(Stored data entries)
┌──
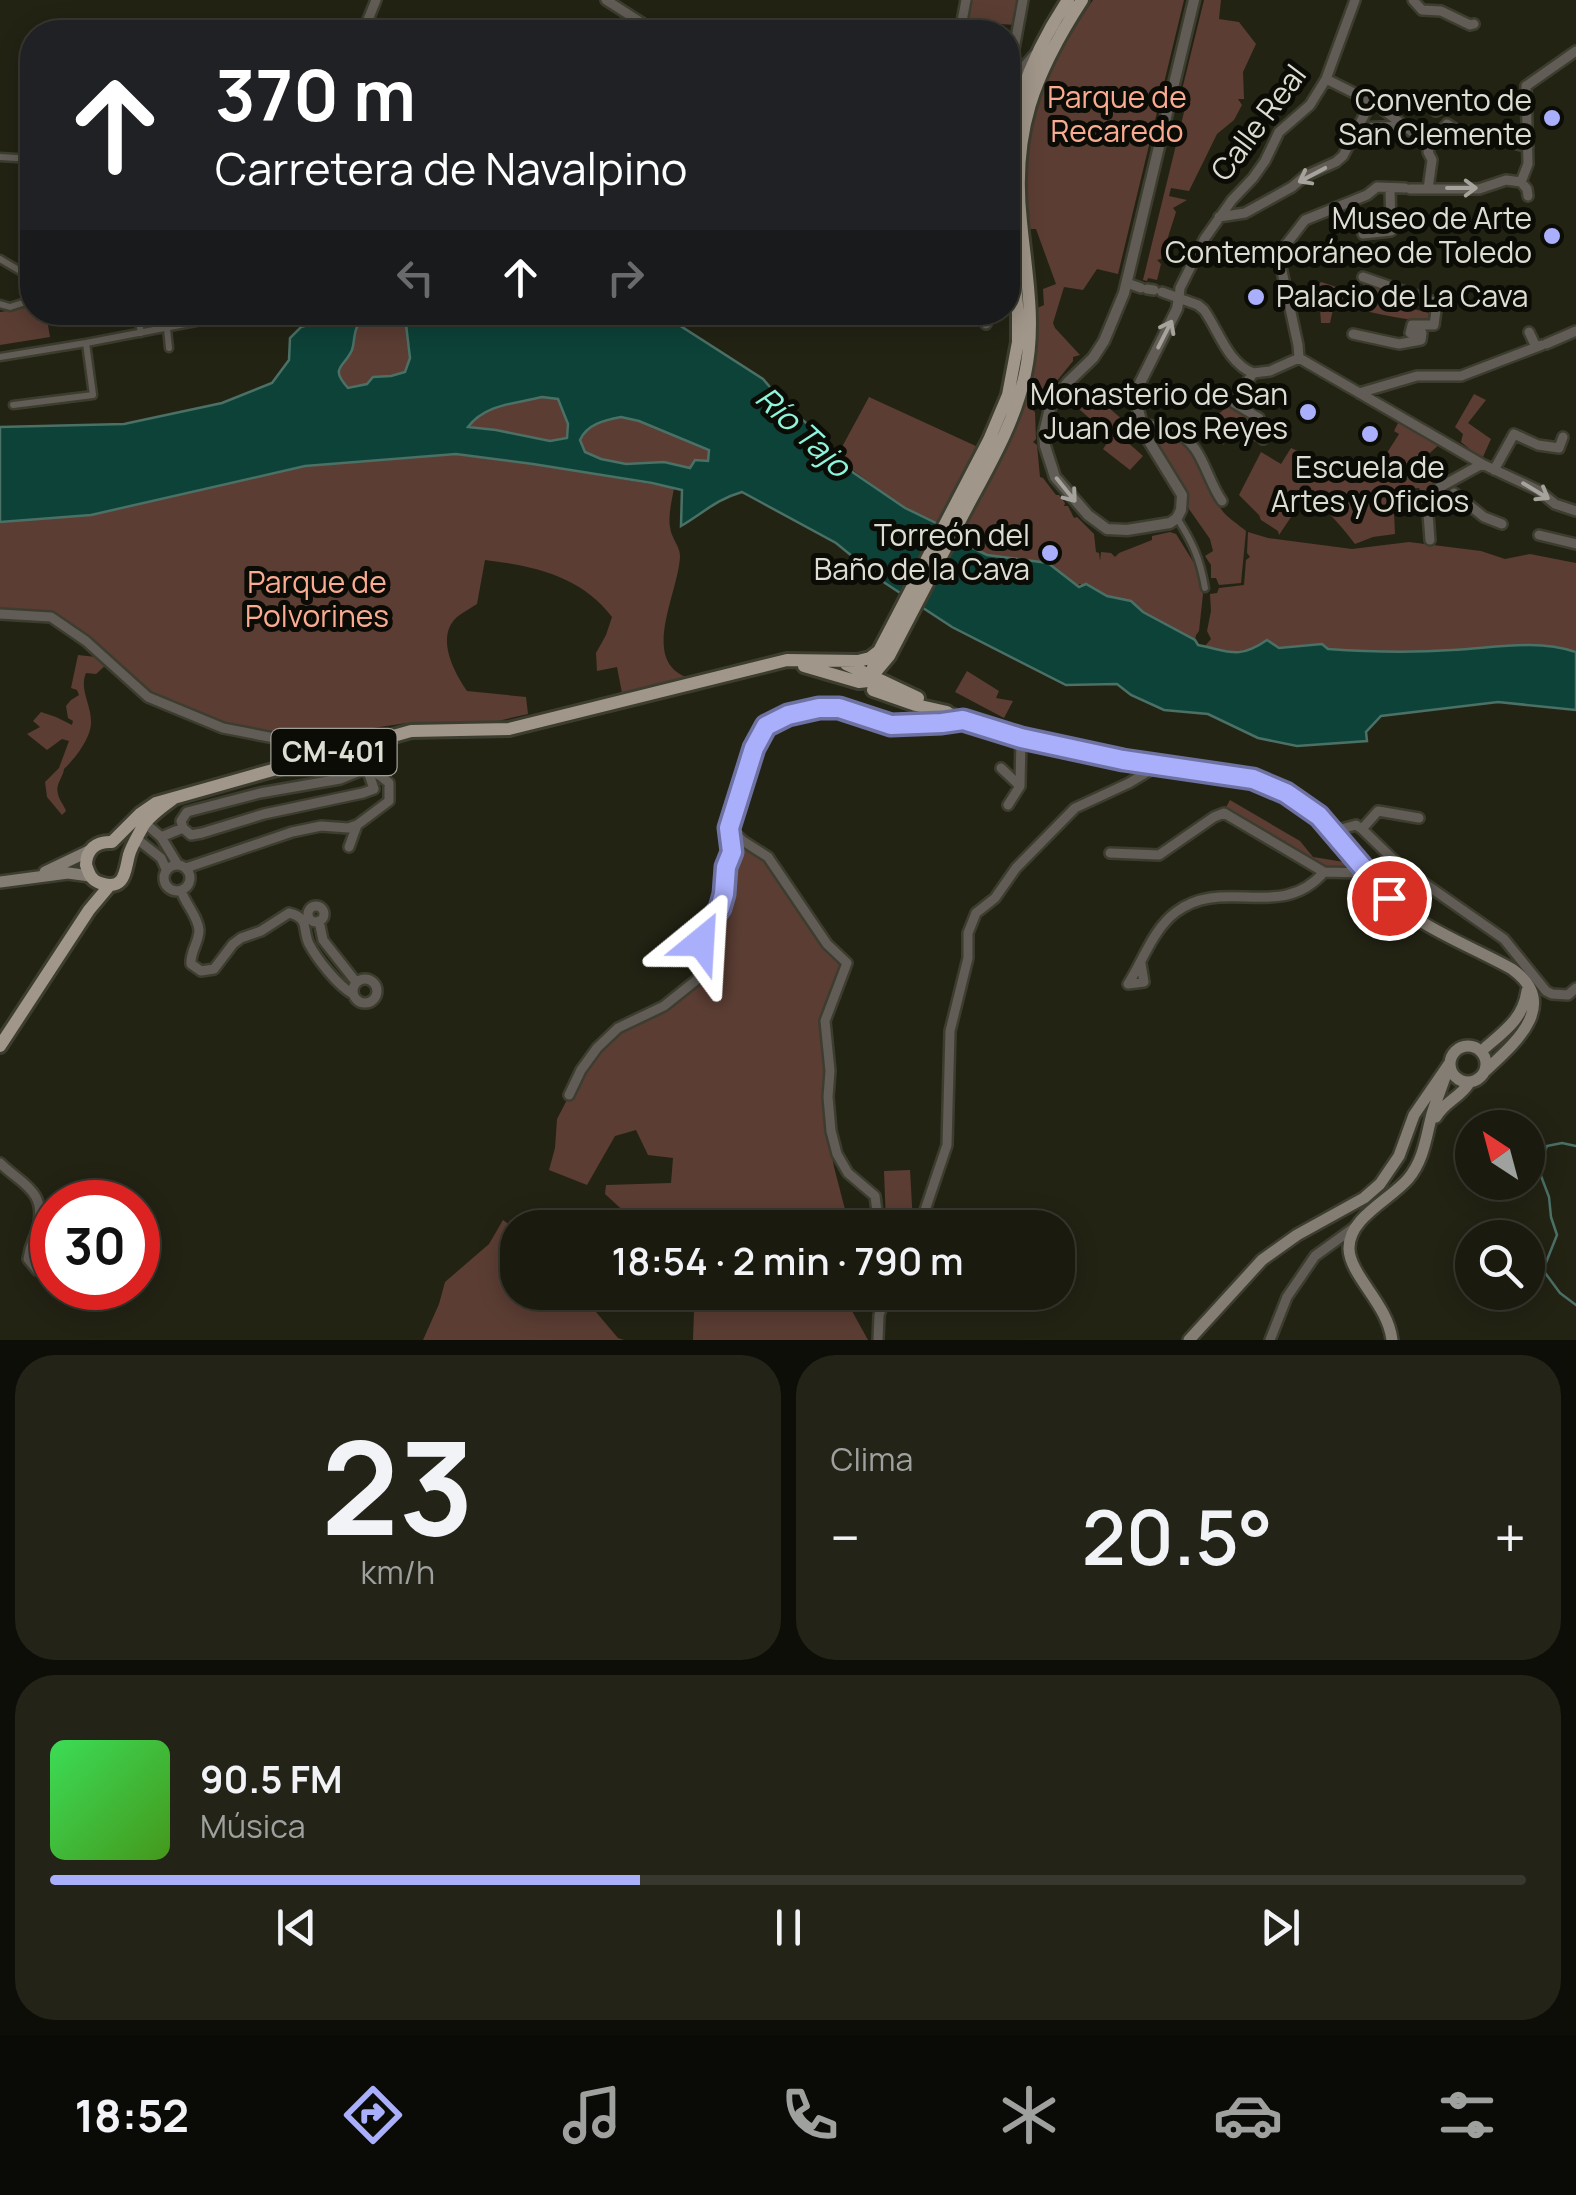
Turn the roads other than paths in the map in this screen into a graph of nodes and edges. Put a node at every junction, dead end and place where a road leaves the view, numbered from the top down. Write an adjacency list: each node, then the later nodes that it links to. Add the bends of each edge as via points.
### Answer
1 (606, 0): 7 (street)
2 (1068, 0): 9 (main road)
3 (1082, 0): 21 (main road, via 1044,66 1024,126)
4 (1194, 0): 30 (street)
5 (1356, 0): 12 (street, Calle Real)
6 (1412, 0): 8 (street, via 1422,10)
7 (637, 20)
8 (1474, 24)
9 (1039, 49): 11 (street); 13 (main road)
10 (1576, 51): 20 (street, via 1526,86)
11 (1020, 70)
12 (1326, 79): 14 (street); 27 (street, Calle Real)
13 (1020, 99)
14 (1371, 102): 17 (street); 18 (street)
15 (1436, 111): 16 (street, via 1450,102)
16 (1446, 124): 19 (street); 20 (street)
17 (1403, 126): 18 (street); 19 (street)
18 (1357, 128): 27 (street, one-way to 27, via 1336,162 1245,213)
19 (1430, 146): 24 (street)
20 (1528, 147): 22 (street, via 1528,164)
21 (1020, 164)
22 (1518, 179): 24 (street, one-way to 22, via 1479,189); 25 (street)
23 (1390, 189): 24 (street); 28 (street, via 1392,231); 45 (street, via 1377,187 1305,220 1284,246 1280,262)
24 (1428, 189)
25 (1528, 196)
26 (1020, 206): 55 (main road, via 1028,360 1013,416)
27 (1219, 216): 31 (street, Calle Real)
28 (1363, 234)
29 (1363, 277): 40 (street, via 1437,303 1434,325 1412,325 1410,333 1422,333 1421,340 1399,344)
30 (1128, 283): 31 (street); 59 (street, one-way to 59, via 1104,341 1052,404 1044,446 1063,488 1107,528 1151,527)
31 (1179, 298): 47 (street, via 1204,310 1231,356); 50 (street, one-way to 31, via 1140,382)
32 (139, 325): 39 (street)
33 (185, 325): 36 (street)
34 (1012, 325): 46 (street)
35 (1017, 325): 46 (main road)
36 (166, 329): 39 (street); 43 (street)
37 (1576, 331): 42 (street)
38 (1530, 332): 42 (street)
39 (141, 333): 41 (street)
40 (1353, 334)
41 (86, 344): 44 (street); 49 (street, via 93,395)
42 (1541, 345): 48 (street, via 1461,376 1417,376)
43 (169, 348)
44 (0, 357)
45 (1299, 358): 47 (street); 48 (street)
46 (1015, 362): 55 (main road)
47 (1253, 373): 52 (street, via 1234,403 1259,418)
48 (1359, 392): 53 (street)
49 (13, 405)
50 (1141, 424): 57 (street, via 1188,440); 59 (street, via 1182,495)
51 (1563, 438): 54 (street, via 1559,448 1514,434)
52 (1263, 440)
53 (1482, 464): 54 (street); 62 (street, via 1433,491)
54 (1494, 470): 58 (street, one-way to 58)
55 (977, 476): 66 (main road); 66 (main road, via 902,607)
56 (1454, 493): 60 (street)
57 (1222, 501)
58 (1576, 511)
59 (1177, 518): 64 (street, via 1200,561)
60 (1502, 524)
61 (1539, 535): 63 (street)
62 (1430, 540)
63 (1576, 544)
64 (1205, 588)
65 (0, 614): 75 (street, via 50,616 148,697 223,728)
66 (884, 653): 67 (main road, CM-401); 69 (main road); 70 (main road)
67 (824, 660): 68 (main road, CM-401); 69 (main road)
68 (756, 668): 69 (main road, CM-401, via 803,666 859,682); 71 (main road); 75 (main road, CM-401, via 509,729 411,730)
69 (874, 676): 70 (main road); 71 (main road)
70 (899, 687): 72 (main road)
71 (878, 690): 72 (main road)
72 (947, 712): 73 (main road)
73 (963, 720): 74 (main road); 86 (street, via 891,725 839,708 788,715 766,726 754,748)
74 (1021, 738): 76 (main road); 79 (street)
75 (311, 752): 80 (main road, CM-401)
76 (1159, 765): 88 (main road, via 1269,784 1310,808); 126 (street, via 1074,808 976,913 950,1031 947,1145)
77 (367, 768): 84 (street, via 388,783 389,801); 85 (street, via 187,812); 85 (street, via 374,789 363,793 202,834 191,836)
78 (1001, 768): 79 (street)
79 (1020, 786): 81 (street)
80 (173, 799): 83 (main road, CM-401); 91 (main road, CM-401, via 140,814)
81 (1008, 806)
82 (1418, 818): 87 (street, via 1378,811)
83 (146, 822): 89 (street); 90 (main road, CM-401)
84 (357, 825): 92 (street); 96 (street, via 292,832)
85 (183, 828): 89 (street)
86 (729, 828): 119 (street, via 724,894 702,933 704,974 664,1006 618,1028 597,1048); 125 (street, via 768,857 847,963 825,1021 831,1131 848,1173 875,1196)
87 (1362, 829): 88 (street); 107 (street, via 1400,867 1504,939)
88 (1334, 832): 99 (main road)
89 (161, 838): 96 (street)
90 (138, 839): 95 (main road, CM-401); 97 (street)
91 (112, 842): 93 (main road, CM-401); 95 (main road)
92 (349, 847)
93 (91, 850): 100 (main road); 101 (main road, CM-401)
94 (1110, 853): 98 (street, via 1160,855 1224,814)
95 (128, 857): 103 (main road, CM-401, via 126,875)
96 (182, 866): 97 (street); 104 (street, via 190,881)
97 (166, 869): 104 (street, via 166,885)
98 (1324, 872): 99 (street); 108 (street, via 1291,895 1225,895 1177,911 1158,930)
99 (1366, 873): 107 (main road, via 1416,918)
100 (35, 876): 101 (main road); 102 (main road)
101 (91, 877): 103 (main road); 105 (main road, CM-401)
102 (1, 882)
103 (110, 884): 105 (main road, CM-401)
104 (181, 890): 112 (street, via 199,929 190,954 201,971 214,969 233,944 289,912 305,924 308,943)
105 (88, 910): 114 (main road, CM-401)
106 (319, 921): 109 (street, via 324,940)
107 (1512, 961): 110 (main road); 111 (street, via 1546,991)
108 (1141, 964)
109 (356, 982): 112 (street); 112 (street, via 371,980 376,996 363,1003)
110 (1528, 987): 113 (main road, via 1532,1016); 115 (main road, via 1513,1024)
111 (1572, 992)
112 (352, 994)
113 (1519, 1040): 115 (main road); 117 (main road)
114 (0, 1046)
115 (1481, 1048): 116 (main road, via 1460,1048); 117 (main road)
116 (1450, 1064): 118 (main road, via 1453,1075); 120 (main road); 121 (main road)
117 (1484, 1072): 118 (main road)
118 (1469, 1082): 120 (main road); 122 (main road)
119 (569, 1095)
120 (1437, 1100): 121 (main road); 122 (main road)
121 (1411, 1126): 130 (main road, via 1393,1166 1372,1191 1262,1260)
122 (1429, 1130): 127 (main road, via 1412,1174)
123 (0, 1163): 124 (street)
124 (30, 1185)
125 (877, 1210)
126 (925, 1210)
127 (1357, 1225): 131 (street, via 1304,1271); 132 (main road, via 1351,1258)
128 (882, 1310): 129 (street)
129 (878, 1340)
130 (1189, 1340)
131 (1270, 1340)
132 (1392, 1340)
└──
Which of the lines above include the string "Calle"? Pick them out and copy them.

5 (1356, 0): 12 (street, Calle Real)
12 (1326, 79): 14 (street); 27 (street, Calle Real)
27 (1219, 216): 31 (street, Calle Real)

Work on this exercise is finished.